I am all for decreasing unnecessary medical tests and for increasing the accuracy of the testing that we do. But I also support responsible use of medical resources, prudent public policy, truly informed consent, and ethical consistency. The newly promoted testing for DS deserves critical examination on all these accounts.

As physicians, we have many motivations to offer screening tests, not the least of which is fear of a potential lawsuit for a failed diagnosis. To be fair, most of my colleagues are simply motivated by a desire to maximize choices for patients. Abortion is not always chosen.

Prenatal diagnosis is a major advance in obstetrics when it allows appropriate care at birth. But is facilitating the prenatal destruction of "less-than-perfect" life a medical advance?

Some published cost-benefit analyses ominously promote DS screening using the "cost" to society of a DS life and the cost of tests and abortion.
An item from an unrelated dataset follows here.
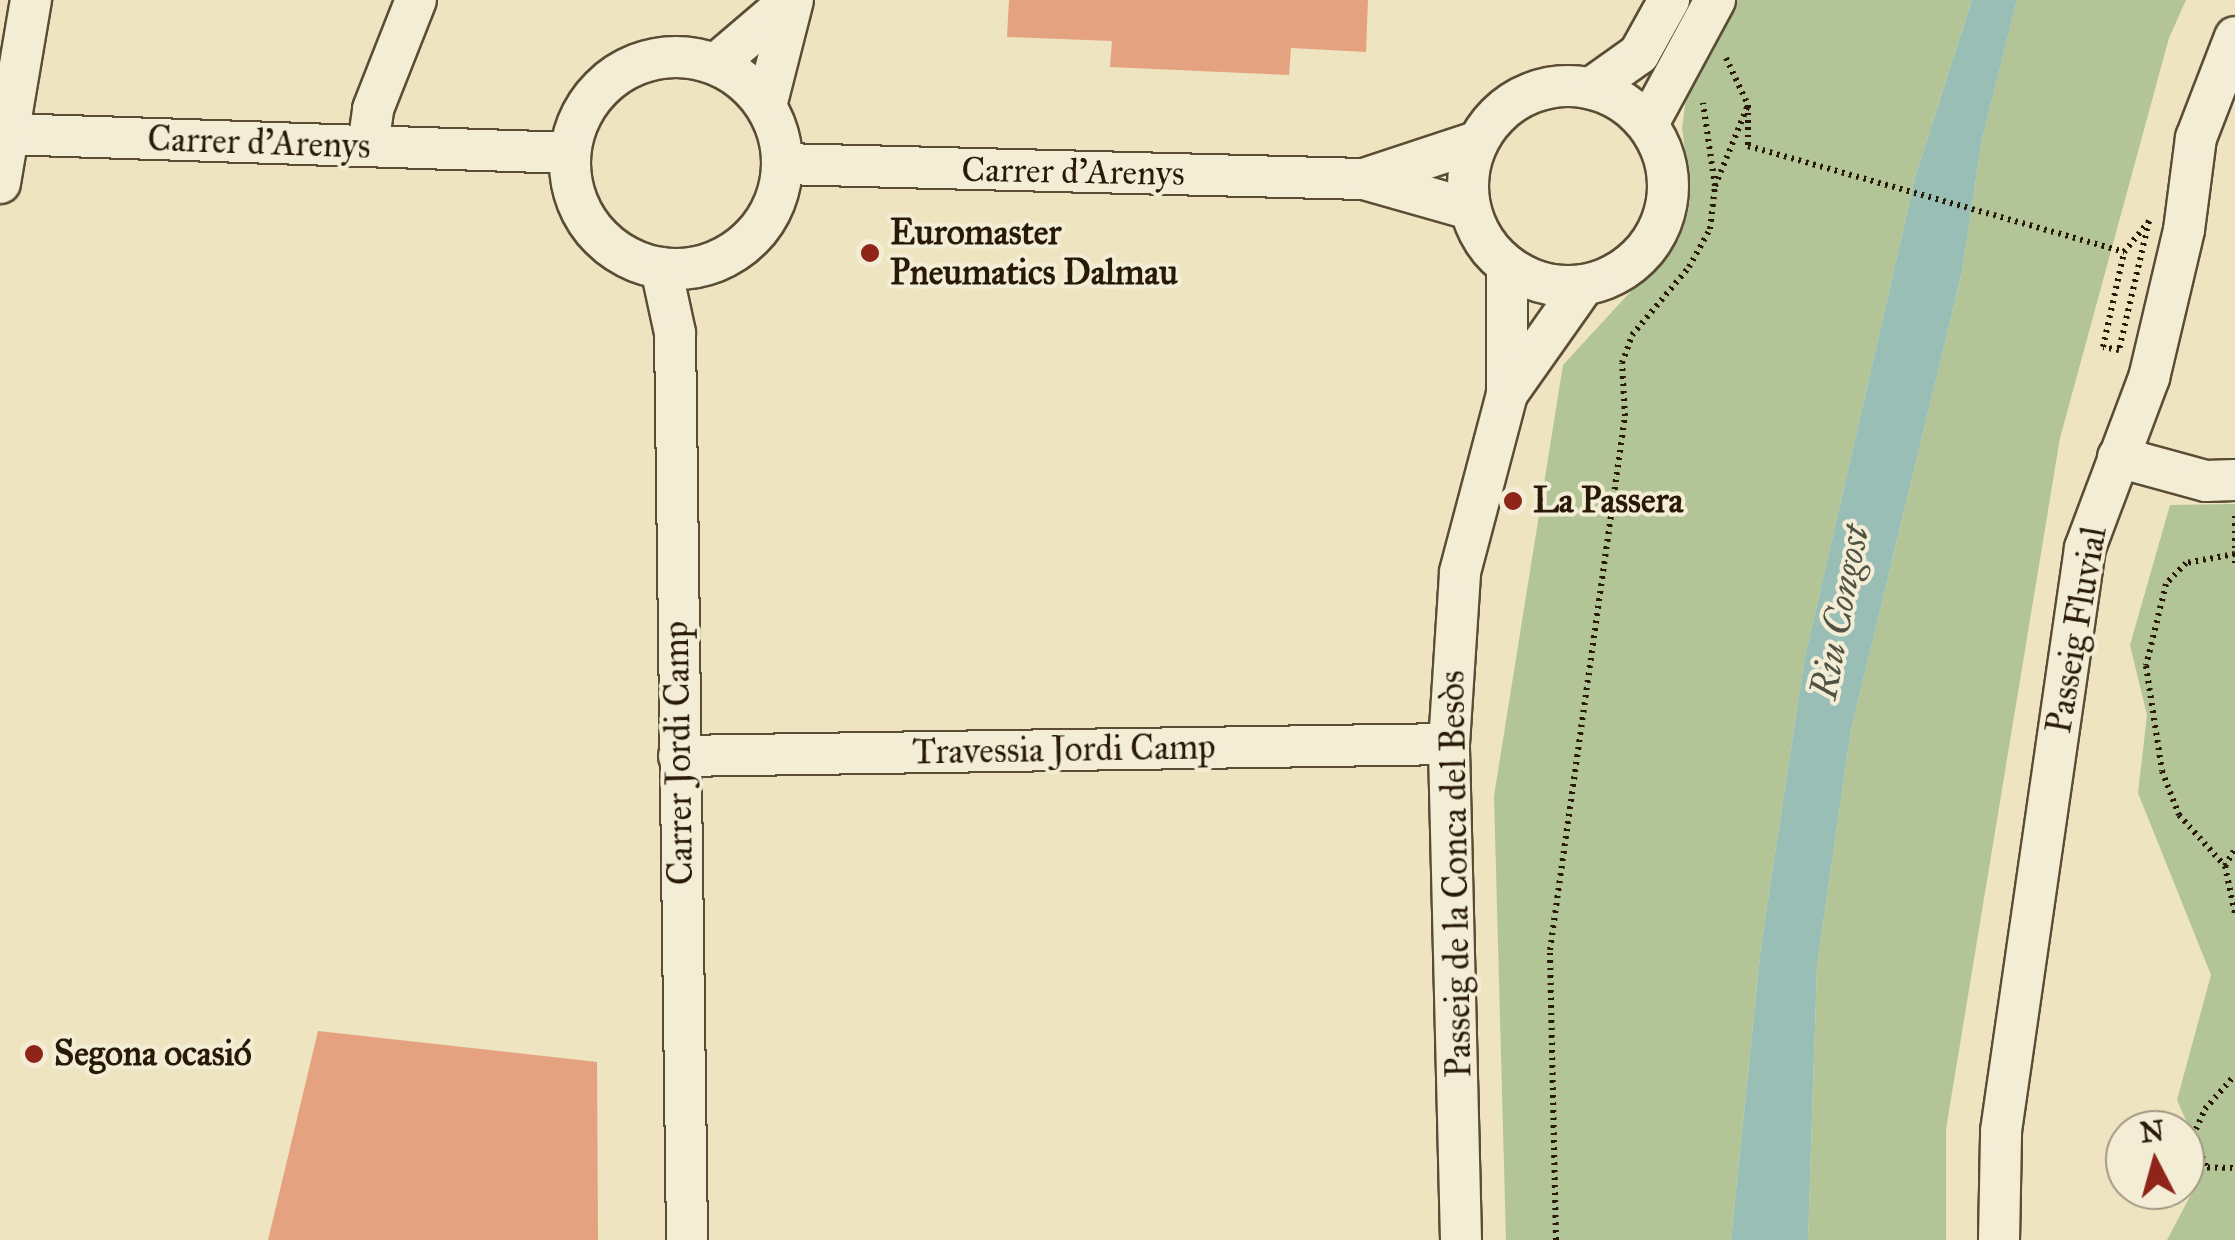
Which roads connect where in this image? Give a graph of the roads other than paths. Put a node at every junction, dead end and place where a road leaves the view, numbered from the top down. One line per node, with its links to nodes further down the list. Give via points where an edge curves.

At best, this is an affront to parents who were told their DS child would never be able to count change, but now functions as a productive taxpaying member of society.

And the $1,000 or more that testing will really cost for each pregnant women is going to be a health care bank-breaker.

Is decision making truly informed when screening is offered using questions such as, "You want to do everything for your baby, don't you?" Prenatal diagnosis is a mix of conflicting, unacknowledged and sometimes hidden agendas.

Many women tell me of the subtle and overt pressure that they have felt to undergo prenatal screening and to have an abortion if DS is found.

The promotion of DS screening is analogous to supporting equal educational opportunity for children as long as they make it to school, while allowing and even encouraging overt discrimination toward some kids at the bus stop. This kind of ethical incoherence is unsustainable in a truly caring society.